Polemiknya pun bermacam-macam. Ada yang kepingin KS dibubarkan saja. Ada juga yang ngotot KS tetap ada.
Padahal, yang dipersoalkan adalah besaran iuran komite, yang dianggap cukup memberatkan orang tua murid. Tidak sedikit pula orang tua merasa dirinya tidak diundang saat angka-angka dipatok.
Ada pula yang diundang, tapi begitu tiba di rapat tersebut nominal angka iuran serta pembiayaan lainnya sudah dibuat. Terkesan orang tua tinggal men-iya-kan saja.
Tentang ini, Akademisi dari Universitas Palangka Raya (UNPAR) Profesor Doktor Nursanie Darlan kontan menolak.
"Seharusnya komite sebelum membuat rancangan anggaran harus mengundang semua orang tua untuk berkumpul. Apakah sepakat begitu atau tidak? Kalau sepakat berapa biaya yang harus ditetapkan. Jika tidak, bukan sepakat namanya," tegas Nursanie.
Untuk mengatasi, Nursanie mengusulkan, harus ada pembagian yang jelas. Untuk dana BOS ditangani oleh sekolah, untuk iuran ditangani komite sekolah. Tapi, guru besar UNPAR ini, menolak kalau semua murid harus membayar iuaran. "Ada orang-orang tertentu harus kita gratiskan," katanya.
Sebenarnya aturan perihal pelaksanaan komite sekolah sudah jelas.
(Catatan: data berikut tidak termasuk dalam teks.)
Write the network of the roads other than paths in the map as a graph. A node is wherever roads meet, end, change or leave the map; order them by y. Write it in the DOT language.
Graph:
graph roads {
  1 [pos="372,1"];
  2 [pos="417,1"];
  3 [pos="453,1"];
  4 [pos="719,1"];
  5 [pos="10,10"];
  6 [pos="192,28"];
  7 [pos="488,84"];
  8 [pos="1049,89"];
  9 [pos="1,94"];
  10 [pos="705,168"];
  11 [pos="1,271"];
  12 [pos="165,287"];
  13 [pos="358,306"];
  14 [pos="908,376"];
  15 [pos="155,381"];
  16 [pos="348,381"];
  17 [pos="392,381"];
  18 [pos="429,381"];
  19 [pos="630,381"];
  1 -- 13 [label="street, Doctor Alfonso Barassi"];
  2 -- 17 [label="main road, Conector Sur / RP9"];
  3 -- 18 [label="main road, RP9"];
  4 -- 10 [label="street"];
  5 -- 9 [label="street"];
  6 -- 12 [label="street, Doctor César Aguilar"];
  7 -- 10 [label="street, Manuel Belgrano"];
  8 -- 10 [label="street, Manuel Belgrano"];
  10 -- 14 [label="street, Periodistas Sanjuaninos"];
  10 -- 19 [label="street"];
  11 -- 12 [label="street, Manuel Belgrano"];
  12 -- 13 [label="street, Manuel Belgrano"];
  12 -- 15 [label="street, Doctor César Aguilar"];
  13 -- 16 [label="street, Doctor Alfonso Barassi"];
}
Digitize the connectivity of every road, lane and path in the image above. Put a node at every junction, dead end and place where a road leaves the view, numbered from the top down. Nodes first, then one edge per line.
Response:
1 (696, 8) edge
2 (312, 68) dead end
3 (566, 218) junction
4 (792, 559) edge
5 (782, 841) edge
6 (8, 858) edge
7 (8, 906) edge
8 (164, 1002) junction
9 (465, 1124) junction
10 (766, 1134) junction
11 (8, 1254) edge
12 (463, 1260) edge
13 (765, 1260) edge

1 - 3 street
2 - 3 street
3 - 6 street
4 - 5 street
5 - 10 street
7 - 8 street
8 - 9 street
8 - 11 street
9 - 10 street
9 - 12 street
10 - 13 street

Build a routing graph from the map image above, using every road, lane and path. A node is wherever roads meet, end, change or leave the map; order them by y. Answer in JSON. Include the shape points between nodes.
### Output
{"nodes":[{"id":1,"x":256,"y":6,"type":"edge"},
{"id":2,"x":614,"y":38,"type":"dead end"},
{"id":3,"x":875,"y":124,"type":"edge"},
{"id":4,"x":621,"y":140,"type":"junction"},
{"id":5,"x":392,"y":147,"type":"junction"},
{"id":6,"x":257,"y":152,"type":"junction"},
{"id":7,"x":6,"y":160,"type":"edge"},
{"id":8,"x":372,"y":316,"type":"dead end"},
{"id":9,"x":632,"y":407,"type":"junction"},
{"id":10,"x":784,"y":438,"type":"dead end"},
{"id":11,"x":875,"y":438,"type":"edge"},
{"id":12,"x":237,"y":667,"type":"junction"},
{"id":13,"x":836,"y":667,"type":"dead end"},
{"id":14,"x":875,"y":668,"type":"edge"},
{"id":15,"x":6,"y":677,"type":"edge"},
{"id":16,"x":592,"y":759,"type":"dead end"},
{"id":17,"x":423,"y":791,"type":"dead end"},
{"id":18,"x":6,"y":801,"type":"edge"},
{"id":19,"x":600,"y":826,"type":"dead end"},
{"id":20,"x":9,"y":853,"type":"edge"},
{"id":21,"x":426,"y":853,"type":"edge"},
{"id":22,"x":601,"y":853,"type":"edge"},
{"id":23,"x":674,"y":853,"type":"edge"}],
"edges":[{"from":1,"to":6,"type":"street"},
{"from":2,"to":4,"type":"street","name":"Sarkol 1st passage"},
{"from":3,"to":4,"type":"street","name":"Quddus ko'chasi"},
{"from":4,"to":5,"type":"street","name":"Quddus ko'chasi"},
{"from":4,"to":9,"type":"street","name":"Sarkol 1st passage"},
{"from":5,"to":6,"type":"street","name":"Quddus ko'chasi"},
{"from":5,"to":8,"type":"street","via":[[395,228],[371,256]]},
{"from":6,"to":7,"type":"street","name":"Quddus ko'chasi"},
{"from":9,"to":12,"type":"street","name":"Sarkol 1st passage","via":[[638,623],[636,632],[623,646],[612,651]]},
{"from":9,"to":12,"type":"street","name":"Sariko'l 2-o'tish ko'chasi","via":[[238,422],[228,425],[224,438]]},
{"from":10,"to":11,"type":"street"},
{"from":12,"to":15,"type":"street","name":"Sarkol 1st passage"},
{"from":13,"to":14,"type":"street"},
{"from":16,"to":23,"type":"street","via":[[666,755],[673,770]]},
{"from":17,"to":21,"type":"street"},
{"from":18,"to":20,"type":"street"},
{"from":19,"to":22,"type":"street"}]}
Tak salah, jika Ketua DPRD Kota Palangka Raya Sigit K Yunianto meminta peran aktif Dinas Pendidikan, Pemuda dan Olah Raga Kota Palangka Raya berperan aktif.
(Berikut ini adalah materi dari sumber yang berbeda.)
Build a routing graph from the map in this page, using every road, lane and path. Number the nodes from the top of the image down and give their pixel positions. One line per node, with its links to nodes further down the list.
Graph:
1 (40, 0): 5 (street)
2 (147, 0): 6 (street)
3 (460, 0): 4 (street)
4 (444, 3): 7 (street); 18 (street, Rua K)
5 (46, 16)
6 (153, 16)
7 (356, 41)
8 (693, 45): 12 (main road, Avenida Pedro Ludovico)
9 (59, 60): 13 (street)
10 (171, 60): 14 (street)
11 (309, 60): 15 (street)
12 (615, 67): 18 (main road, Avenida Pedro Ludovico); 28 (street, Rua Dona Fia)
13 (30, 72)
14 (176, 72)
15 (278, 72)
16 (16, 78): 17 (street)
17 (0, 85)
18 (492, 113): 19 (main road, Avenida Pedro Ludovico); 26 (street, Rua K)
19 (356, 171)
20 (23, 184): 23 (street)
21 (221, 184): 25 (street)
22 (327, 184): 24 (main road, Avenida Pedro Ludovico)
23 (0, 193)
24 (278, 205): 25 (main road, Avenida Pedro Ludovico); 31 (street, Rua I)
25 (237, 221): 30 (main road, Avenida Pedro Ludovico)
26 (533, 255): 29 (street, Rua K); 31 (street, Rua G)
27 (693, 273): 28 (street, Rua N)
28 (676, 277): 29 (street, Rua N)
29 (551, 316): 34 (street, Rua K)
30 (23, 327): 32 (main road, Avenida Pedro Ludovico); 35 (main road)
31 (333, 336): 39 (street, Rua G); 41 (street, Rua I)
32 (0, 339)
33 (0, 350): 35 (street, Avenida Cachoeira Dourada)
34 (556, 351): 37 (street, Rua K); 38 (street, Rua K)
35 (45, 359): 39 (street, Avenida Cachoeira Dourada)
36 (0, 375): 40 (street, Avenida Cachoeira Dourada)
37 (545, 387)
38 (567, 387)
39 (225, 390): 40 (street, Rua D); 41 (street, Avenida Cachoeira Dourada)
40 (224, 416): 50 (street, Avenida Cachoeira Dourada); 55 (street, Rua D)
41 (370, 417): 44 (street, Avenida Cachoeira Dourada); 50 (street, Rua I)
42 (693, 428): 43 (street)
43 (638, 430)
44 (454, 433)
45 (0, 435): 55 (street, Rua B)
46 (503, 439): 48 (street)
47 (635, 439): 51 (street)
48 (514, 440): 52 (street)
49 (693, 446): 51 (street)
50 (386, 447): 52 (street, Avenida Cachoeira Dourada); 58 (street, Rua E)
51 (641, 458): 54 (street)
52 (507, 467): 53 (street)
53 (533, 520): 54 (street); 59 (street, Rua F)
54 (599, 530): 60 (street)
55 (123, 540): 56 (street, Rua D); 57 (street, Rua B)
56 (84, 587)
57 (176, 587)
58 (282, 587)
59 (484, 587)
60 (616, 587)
Ketimbang berpolemik tak berujung soal iuran komite, mending dilakukan saja penyeragaman nominal iuran komite.
"Saya pikir hal tersebut bisa dilakukan dibawah koordinasi Dinas Pendidikan, Pemuda dan Olah Raga. Bisa dengan mengadakan rapat koordinasi (Rakor) guna mengambil keputusan itu," kata Sigit diruang kerjanya, Rabu pekan lalu.
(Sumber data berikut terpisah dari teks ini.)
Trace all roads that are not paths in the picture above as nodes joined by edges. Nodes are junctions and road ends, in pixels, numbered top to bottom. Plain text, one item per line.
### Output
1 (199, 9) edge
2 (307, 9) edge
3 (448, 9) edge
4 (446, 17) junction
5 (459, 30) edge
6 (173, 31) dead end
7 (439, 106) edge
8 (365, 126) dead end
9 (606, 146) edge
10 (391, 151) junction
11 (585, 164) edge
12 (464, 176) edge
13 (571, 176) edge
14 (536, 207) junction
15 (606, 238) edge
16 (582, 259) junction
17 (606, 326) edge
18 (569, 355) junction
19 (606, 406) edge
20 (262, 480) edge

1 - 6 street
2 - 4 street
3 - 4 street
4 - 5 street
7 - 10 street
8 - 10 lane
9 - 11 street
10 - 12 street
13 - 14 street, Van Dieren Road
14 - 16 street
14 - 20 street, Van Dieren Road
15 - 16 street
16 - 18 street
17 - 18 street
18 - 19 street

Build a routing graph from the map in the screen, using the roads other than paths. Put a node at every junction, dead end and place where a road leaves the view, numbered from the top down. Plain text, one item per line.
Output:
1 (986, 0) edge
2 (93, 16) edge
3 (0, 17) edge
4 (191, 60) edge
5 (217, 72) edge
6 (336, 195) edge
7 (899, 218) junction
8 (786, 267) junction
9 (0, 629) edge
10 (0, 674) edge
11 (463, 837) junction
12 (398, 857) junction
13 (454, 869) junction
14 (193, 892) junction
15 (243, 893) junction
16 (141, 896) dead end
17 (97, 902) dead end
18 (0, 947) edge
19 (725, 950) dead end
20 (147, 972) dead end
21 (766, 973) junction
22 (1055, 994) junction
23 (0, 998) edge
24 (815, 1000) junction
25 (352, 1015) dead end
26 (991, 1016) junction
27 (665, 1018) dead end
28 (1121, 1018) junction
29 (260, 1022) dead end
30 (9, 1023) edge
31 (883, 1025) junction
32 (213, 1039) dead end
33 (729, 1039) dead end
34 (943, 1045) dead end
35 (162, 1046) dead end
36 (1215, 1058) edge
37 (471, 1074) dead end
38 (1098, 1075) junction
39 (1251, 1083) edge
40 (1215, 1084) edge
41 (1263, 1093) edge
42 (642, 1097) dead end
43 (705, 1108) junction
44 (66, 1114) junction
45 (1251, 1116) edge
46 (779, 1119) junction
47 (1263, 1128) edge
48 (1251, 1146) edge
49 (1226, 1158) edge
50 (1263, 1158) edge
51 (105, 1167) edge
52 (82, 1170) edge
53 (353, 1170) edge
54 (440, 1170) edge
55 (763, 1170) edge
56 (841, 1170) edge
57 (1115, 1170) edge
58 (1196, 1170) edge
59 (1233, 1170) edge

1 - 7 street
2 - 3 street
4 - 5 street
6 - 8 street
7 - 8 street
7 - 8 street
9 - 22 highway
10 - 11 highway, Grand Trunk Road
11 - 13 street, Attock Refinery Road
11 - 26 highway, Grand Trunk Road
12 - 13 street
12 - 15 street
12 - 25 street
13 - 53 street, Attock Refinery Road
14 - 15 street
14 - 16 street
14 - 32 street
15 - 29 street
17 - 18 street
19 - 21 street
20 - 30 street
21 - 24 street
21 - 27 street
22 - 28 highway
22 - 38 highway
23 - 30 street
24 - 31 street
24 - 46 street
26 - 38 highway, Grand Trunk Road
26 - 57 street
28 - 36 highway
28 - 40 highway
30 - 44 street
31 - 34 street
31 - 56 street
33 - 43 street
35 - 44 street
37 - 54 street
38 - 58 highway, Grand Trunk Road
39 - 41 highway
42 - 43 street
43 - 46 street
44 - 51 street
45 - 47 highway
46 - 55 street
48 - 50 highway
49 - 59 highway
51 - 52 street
Kepala Dinas Pendidikan Kalteng Guntur Talajan menawarkan solusi. Dalam penetapan iuran komite, katanya, harus mengundang seluruh orangtua/ wali siswa. "Minimal 60 persen harus hadir dalam menentukan kesepakatan terhadap iuran komite. Kesepakatan ini sifatnya sukarela. Siswa yang orangtuanya miskin disubsidi oleh siswa yang orangtuanya mampu,” ungkapnya.
Dalam menentukan iuran komite sekolah, lanjut Guntur, steril dari unsur penekanan atau pemaksaan. "Bila orangtua siswa itu tidak ikut atau tidak bisa memenuhi kesepakatan pada rapat komite. Tidak ada larangan bagi siswa untuk tidak ikut ujian dan lain-lain. Jadi, hal ini yang perlu diluruskan oleh pihak sekolah,” tekannya.
Ketua Persatuan Guru Republik Indonesia (PGRI) Kalteng Tambunan Jamin sependapat. Bila ada pendapat yang mengatakan, bahwa selama ini orangtua siswa kurang dilibatkan dalam menentukan rancangan angka atau nilai iuran komite, disebut Tambunan, semata-mata karena kurangnya sosialisasi saja.
"Kuncinya adalah komunikasi. Makanya, kepala sekolah dituntut kemampuan kompetensi sosialnya. Dalam artian, bagaimana kepala sekolah bisa berkomunikasi, baik itu dengan komite sekolah, membawa komite untuk berkonsultasi dengan orangtua. Hal itu sebenarnya salah satu dari karakter bangsa kita," tegas Tambunan.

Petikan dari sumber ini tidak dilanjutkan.